» **WHAT NEEDS TO BE DONE**
Each line of the data below that contains "تهران" must be copied.
START INFORMATION SHOWN
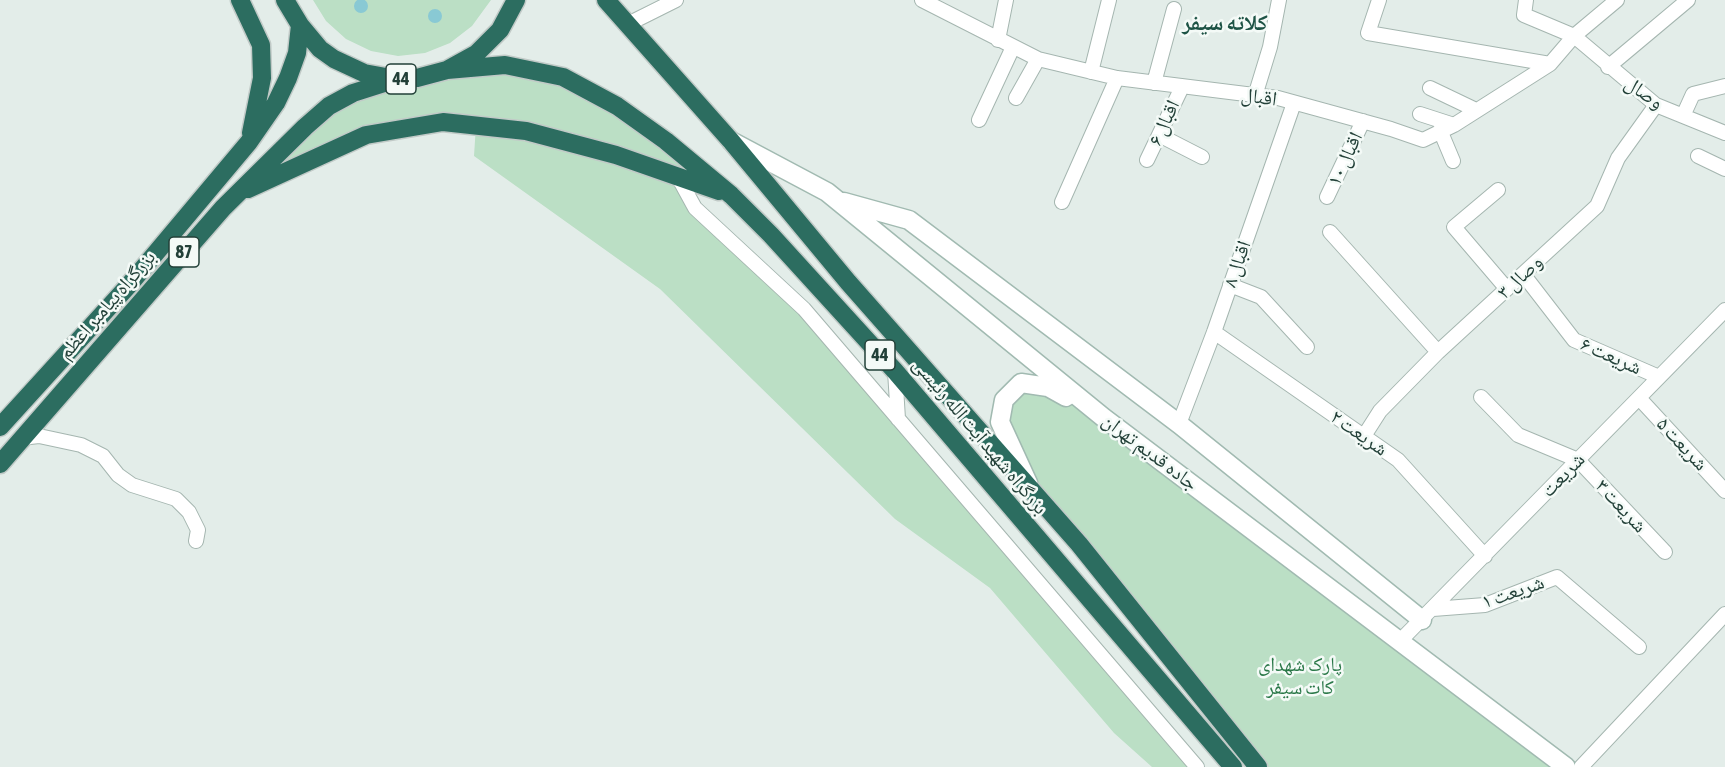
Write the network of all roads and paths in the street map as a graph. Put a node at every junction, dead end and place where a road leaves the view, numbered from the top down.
1 (240, 0) edge
2 (285, 0) edge
3 (516, 0) edge
4 (606, 0) edge
5 (676, 0) edge
6 (922, 0) edge
7 (1005, 0) edge
8 (1109, 0) edge
9 (1279, 0) edge
10 (1379, 0) edge
11 (1526, 0) edge
12 (1617, 0) edge
13 (1688, 0) edge
14 (944, 5) edge
15 (1174, 9) dead end
16 (628, 24) junction
17 (300, 25) junction
18 (1574, 36) junction
19 (998, 40) junction
20 (1013, 48) junction
21 (1038, 59) junction
22 (1550, 64) junction
23 (1608, 67) junction
24 (447, 70) junction
25 (1091, 72) junction
26 (1117, 78) junction
27 (397, 79) junction
28 (1154, 83) junction
29 (1725, 86) edge
30 (1182, 87) junction
31 (1430, 88) dead end
32 (1256, 96) junction
33 (1016, 98) dead end
34 (1294, 103) junction
35 (1656, 105) junction
36 (1476, 110) junction
37 (1420, 114) dead end
38 (1683, 117) junction
39 (979, 120) dead end
40 (1363, 121) junction
41 (1454, 125) junction
42 (1440, 130) junction
43 (1725, 133) edge
44 (1159, 135) junction
45 (731, 141) junction
46 (249, 142) junction
47 (1698, 156) dead end
48 (1202, 157) dead end
49 (1147, 160) dead end
50 (1454, 161) dead end
51 (1725, 169) edge
52 (678, 177) junction
53 (1498, 190) dead end
54 (235, 195) junction
55 (731, 195) junction
56 (1327, 197) dead end
57 (837, 201) junction
58 (1062, 201) dead end
59 (1330, 232) dead end
60 (1523, 274) junction
61 (1230, 285) junction
62 (1507, 289) junction
63 (1725, 310) edge
64 (1214, 332) junction
65 (1307, 347) dead end
66 (1438, 352) junction
67 (895, 371) junction
68 (1659, 377) junction
69 (1481, 397) dead end
70 (1639, 398) junction
71 (1104, 418) junction
72 (898, 419) junction
73 (1179, 424) junction
74 (0, 427) edge
75 (1364, 436) junction
76 (21, 438) junction
77 (1578, 460) junction
78 (0, 464) edge
79 (1031, 490) junction
80 (1725, 491) edge
81 (196, 541) dead end
82 (1665, 552) dead end
83 (1485, 556) junction
84 (1427, 614) junction
85 (1725, 615) edge
86 (1401, 640) junction
87 (1639, 647) dead end
88 (1225, 726) junction
89 (1209, 739) junction
90 (1197, 767) edge
91 (1233, 767) edge
92 (1258, 767) edge
93 (1566, 767) edge
94 (1581, 767) edge

1 - 46 highway
2 - 17 highway, 44
3 - 24 highway, 44
4 - 16 highway, بزرگراه شهید آیت الله رئیسی / 44
5 - 16 street
6 - 14 street, اقبال
7 - 19 street
8 - 25 street
9 - 32 street
10 - 22 street
11 - 18 street, وصال
12 - 18 street, اقبال
13 - 23 street
14 - 19 street, اقبال
15 - 28 street
16 - 45 highway, بزرگراه شهید آیت الله رئیسی / 44
17 - 27 highway, 44
17 - 46 highway, بزرگراه پیامبر اعظم / 87
18 - 22 street, اقبال
18 - 23 street, وصال
19 - 20 street, اقبال
20 - 21 street, اقبال
20 - 39 street
21 - 25 street, اقبال
21 - 33 street
22 - 36 street, اقبال
23 - 35 street, وصال
24 - 27 highway, 44
24 - 55 highway, بزرگراه شهید آیت الله رئیسی / 44
25 - 26 street, اقبال
26 - 28 street, اقبال
26 - 58 street
27 - 54 highway, بزرگراه پیامبر اعظم / 87
28 - 30 street, اقبال
29 - 38 street
30 - 32 street, اقبال
30 - 44 street, اقبال ۶
31 - 36 street
32 - 34 street, اقبال
34 - 40 street, اقبال
34 - 61 street, اقبال ۸
35 - 38 street, وصال
35 - 60 street, وصال ۳
36 - 41 street, اقبال
37 - 41 street
38 - 43 street, وصال
40 - 42 street, اقبال
40 - 56 street, اقبال ۱۰
41 - 42 street, اقبال
42 - 50 street
44 - 48 street
44 - 49 street, اقبال ۶
45 - 57 main road, جاده قدیم تهران
45 - 79 highway, بزرگراه شهید آیت الله رئیسی / 44
46 - 74 highway, بزرگراه پیامبر اعظم / 87
47 - 51 street
52 - 54 highway
52 - 55 highway
52 - 72 street
53 - 62 street
54 - 76 highway, بزرگراه پیامبر اعظم / 87
55 - 67 highway, بزرگراه شهید آیت الله رئیسی / 44
57 - 71 main road, جاده قدیم تهران
57 - 73 main road
59 - 66 street
60 - 62 street, وصال ۳
60 - 68 street, شریعت ۶
61 - 64 street, اقبال ۸
61 - 65 street
62 - 66 street, وصال ۳
63 - 68 street, شریعت
64 - 73 street, اقبال ۸
64 - 75 street, شریعت ۲
66 - 75 street, وصال ۳
67 - 72 street
67 - 89 highway, بزرگراه شهید آیت الله رئیسی / 44
68 - 70 street, شریعت
69 - 77 street
70 - 77 street, شریعت
70 - 80 street, شریعت ۵
71 - 79 main road
71 - 86 main road, جاده قدیم تهران
72 - 90 street
73 - 84 main road
75 - 83 street, شریعت ۲
76 - 78 highway, بزرگراه پیامبر اعظم / 87
76 - 81 street
77 - 82 street, شریعت ۳
77 - 83 street, شریعت
79 - 88 highway, بزرگراه شهید آیت الله رئیسی / 44
83 - 84 street, شریعت
84 - 86 street, شریعت
84 - 87 street, شریعت ۱
85 - 94 street
86 - 93 main road, جاده قدیم تهران
88 - 89 highway
88 - 92 highway, بزرگراه شهید آیت الله رئیسی / 44
89 - 91 highway, بزرگراه شهید آیت الله رئیسی / 44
END INFORMATION SHOWN
» **OUTPUT**
45 - 57 main road, جاده قدیم تهران
57 - 71 main road, جاده قدیم تهران
71 - 86 main road, جاده قدیم تهران
86 - 93 main road, جاده قدیم تهران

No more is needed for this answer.